### PROBLEM TO WORK ON
Please transcribe every entry below exactly as written.

::: DATA EXCERPTS

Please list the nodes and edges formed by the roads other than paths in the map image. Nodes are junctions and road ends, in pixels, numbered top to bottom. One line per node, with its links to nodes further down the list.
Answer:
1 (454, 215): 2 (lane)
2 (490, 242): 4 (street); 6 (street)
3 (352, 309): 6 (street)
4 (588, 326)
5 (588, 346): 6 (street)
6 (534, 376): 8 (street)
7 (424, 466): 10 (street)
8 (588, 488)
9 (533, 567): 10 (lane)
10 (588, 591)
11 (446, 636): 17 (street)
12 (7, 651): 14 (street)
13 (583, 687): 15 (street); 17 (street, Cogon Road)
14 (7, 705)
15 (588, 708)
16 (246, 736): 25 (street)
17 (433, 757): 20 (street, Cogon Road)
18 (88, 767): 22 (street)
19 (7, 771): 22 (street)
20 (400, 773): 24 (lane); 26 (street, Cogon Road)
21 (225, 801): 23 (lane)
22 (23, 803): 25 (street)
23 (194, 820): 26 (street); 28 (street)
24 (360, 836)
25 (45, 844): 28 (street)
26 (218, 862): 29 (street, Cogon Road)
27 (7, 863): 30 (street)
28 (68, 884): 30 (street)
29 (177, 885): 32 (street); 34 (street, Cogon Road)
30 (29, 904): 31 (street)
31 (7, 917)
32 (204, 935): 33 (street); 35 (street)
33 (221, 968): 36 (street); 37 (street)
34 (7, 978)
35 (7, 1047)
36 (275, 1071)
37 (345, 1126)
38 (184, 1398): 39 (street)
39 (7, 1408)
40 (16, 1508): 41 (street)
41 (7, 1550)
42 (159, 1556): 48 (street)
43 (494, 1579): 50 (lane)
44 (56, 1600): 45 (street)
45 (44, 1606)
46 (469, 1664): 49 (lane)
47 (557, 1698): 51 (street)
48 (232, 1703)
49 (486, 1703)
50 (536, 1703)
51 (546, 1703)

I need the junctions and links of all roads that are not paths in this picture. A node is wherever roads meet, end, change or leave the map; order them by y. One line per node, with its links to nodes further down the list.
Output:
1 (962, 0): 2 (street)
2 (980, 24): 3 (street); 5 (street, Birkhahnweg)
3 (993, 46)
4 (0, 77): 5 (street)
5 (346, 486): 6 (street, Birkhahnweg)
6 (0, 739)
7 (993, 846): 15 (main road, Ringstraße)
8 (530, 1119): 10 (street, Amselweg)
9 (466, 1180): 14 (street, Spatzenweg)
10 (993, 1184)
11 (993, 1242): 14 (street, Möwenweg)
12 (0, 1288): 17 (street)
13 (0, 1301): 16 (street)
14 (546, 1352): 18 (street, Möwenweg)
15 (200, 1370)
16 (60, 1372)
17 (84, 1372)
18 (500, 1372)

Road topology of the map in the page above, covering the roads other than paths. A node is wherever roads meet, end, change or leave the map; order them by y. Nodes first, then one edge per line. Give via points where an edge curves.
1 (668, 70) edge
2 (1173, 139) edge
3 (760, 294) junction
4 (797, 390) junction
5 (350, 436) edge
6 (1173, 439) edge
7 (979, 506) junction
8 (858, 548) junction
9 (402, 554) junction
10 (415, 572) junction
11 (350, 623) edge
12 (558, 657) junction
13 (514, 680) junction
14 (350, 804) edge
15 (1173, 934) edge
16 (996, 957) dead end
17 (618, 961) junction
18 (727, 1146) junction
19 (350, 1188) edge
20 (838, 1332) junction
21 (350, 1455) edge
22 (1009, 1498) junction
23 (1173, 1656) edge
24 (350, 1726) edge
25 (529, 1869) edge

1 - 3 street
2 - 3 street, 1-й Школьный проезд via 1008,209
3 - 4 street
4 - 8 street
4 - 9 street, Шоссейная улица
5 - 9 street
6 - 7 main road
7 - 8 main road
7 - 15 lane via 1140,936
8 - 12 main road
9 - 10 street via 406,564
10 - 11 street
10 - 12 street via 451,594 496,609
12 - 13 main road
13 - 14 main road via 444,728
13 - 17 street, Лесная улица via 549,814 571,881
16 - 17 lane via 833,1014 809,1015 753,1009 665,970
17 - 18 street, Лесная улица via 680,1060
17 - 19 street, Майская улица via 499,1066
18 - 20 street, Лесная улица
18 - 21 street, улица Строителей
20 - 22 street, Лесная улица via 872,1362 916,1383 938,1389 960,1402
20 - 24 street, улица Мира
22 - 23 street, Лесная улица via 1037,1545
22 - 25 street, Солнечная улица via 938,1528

::::::

### SOLUTION
Please list the nodes and edges formed by the roads other than paths in the map image. Nodes are junctions and road ends, in pixels, numbered top to bottom. One line per node, with its links to nodes further down the list.
Answer:
1 (454, 215): 2 (lane)
2 (490, 242): 4 (street); 6 (street)
3 (352, 309): 6 (street)
4 (588, 326)
5 (588, 346): 6 (street)
6 (534, 376): 8 (street)
7 (424, 466): 10 (street)
8 (588, 488)
9 (533, 567): 10 (lane)
10 (588, 591)
11 (446, 636): 17 (street)
12 (7, 651): 14 (street)
13 (583, 687): 15 (street); 17 (street, Cogon Road)
14 (7, 705)
15 (588, 708)
16 (246, 736): 25 (street)
17 (433, 757): 20 (street, Cogon Road)
18 (88, 767): 22 (street)
19 (7, 771): 22 (street)
20 (400, 773): 24 (lane); 26 (street, Cogon Road)
21 (225, 801): 23 (lane)
22 (23, 803): 25 (street)
23 (194, 820): 26 (street); 28 (street)
24 (360, 836)
25 (45, 844): 28 (street)
26 (218, 862): 29 (street, Cogon Road)
27 (7, 863): 30 (street)
28 (68, 884): 30 (street)
29 (177, 885): 32 (street); 34 (street, Cogon Road)
30 (29, 904): 31 (street)
31 (7, 917)
32 (204, 935): 33 (street); 35 (street)
33 (221, 968): 36 (street); 37 (street)
34 (7, 978)
35 (7, 1047)
36 (275, 1071)
37 (345, 1126)
38 (184, 1398): 39 (street)
39 (7, 1408)
40 (16, 1508): 41 (street)
41 (7, 1550)
42 (159, 1556): 48 (street)
43 (494, 1579): 50 (lane)
44 (56, 1600): 45 (street)
45 (44, 1606)
46 (469, 1664): 49 (lane)
47 (557, 1698): 51 (street)
48 (232, 1703)
49 (486, 1703)
50 (536, 1703)
51 (546, 1703)

I need the junctions and links of all roads that are not paths in this picture. A node is wherever roads meet, end, change or leave the map; order them by y. One line per node, with its links to nodes further down the list.
Output:
1 (962, 0): 2 (street)
2 (980, 24): 3 (street); 5 (street, Birkhahnweg)
3 (993, 46)
4 (0, 77): 5 (street)
5 (346, 486): 6 (street, Birkhahnweg)
6 (0, 739)
7 (993, 846): 15 (main road, Ringstraße)
8 (530, 1119): 10 (street, Amselweg)
9 (466, 1180): 14 (street, Spatzenweg)
10 (993, 1184)
11 (993, 1242): 14 (street, Möwenweg)
12 (0, 1288): 17 (street)
13 (0, 1301): 16 (street)
14 (546, 1352): 18 (street, Möwenweg)
15 (200, 1370)
16 (60, 1372)
17 (84, 1372)
18 (500, 1372)

Road topology of the map in the page above, covering the roads other than paths. A node is wherever roads meet, end, change or leave the map; order them by y. Nodes first, then one edge per line. Give via points where an edge curves.
1 (668, 70) edge
2 (1173, 139) edge
3 (760, 294) junction
4 (797, 390) junction
5 (350, 436) edge
6 (1173, 439) edge
7 (979, 506) junction
8 (858, 548) junction
9 (402, 554) junction
10 (415, 572) junction
11 (350, 623) edge
12 (558, 657) junction
13 (514, 680) junction
14 (350, 804) edge
15 (1173, 934) edge
16 (996, 957) dead end
17 (618, 961) junction
18 (727, 1146) junction
19 (350, 1188) edge
20 (838, 1332) junction
21 (350, 1455) edge
22 (1009, 1498) junction
23 (1173, 1656) edge
24 (350, 1726) edge
25 (529, 1869) edge

1 - 3 street
2 - 3 street, 1-й Школьный проезд via 1008,209
3 - 4 street
4 - 8 street
4 - 9 street, Шоссейная улица
5 - 9 street
6 - 7 main road
7 - 8 main road
7 - 15 lane via 1140,936
8 - 12 main road
9 - 10 street via 406,564
10 - 11 street
10 - 12 street via 451,594 496,609
12 - 13 main road
13 - 14 main road via 444,728
13 - 17 street, Лесная улица via 549,814 571,881
16 - 17 lane via 833,1014 809,1015 753,1009 665,970
17 - 18 street, Лесная улица via 680,1060
17 - 19 street, Майская улица via 499,1066
18 - 20 street, Лесная улица
18 - 21 street, улица Строителей
20 - 22 street, Лесная улица via 872,1362 916,1383 938,1389 960,1402
20 - 24 street, улица Мира
22 - 23 street, Лесная улица via 1037,1545
22 - 25 street, Солнечная улица via 938,1528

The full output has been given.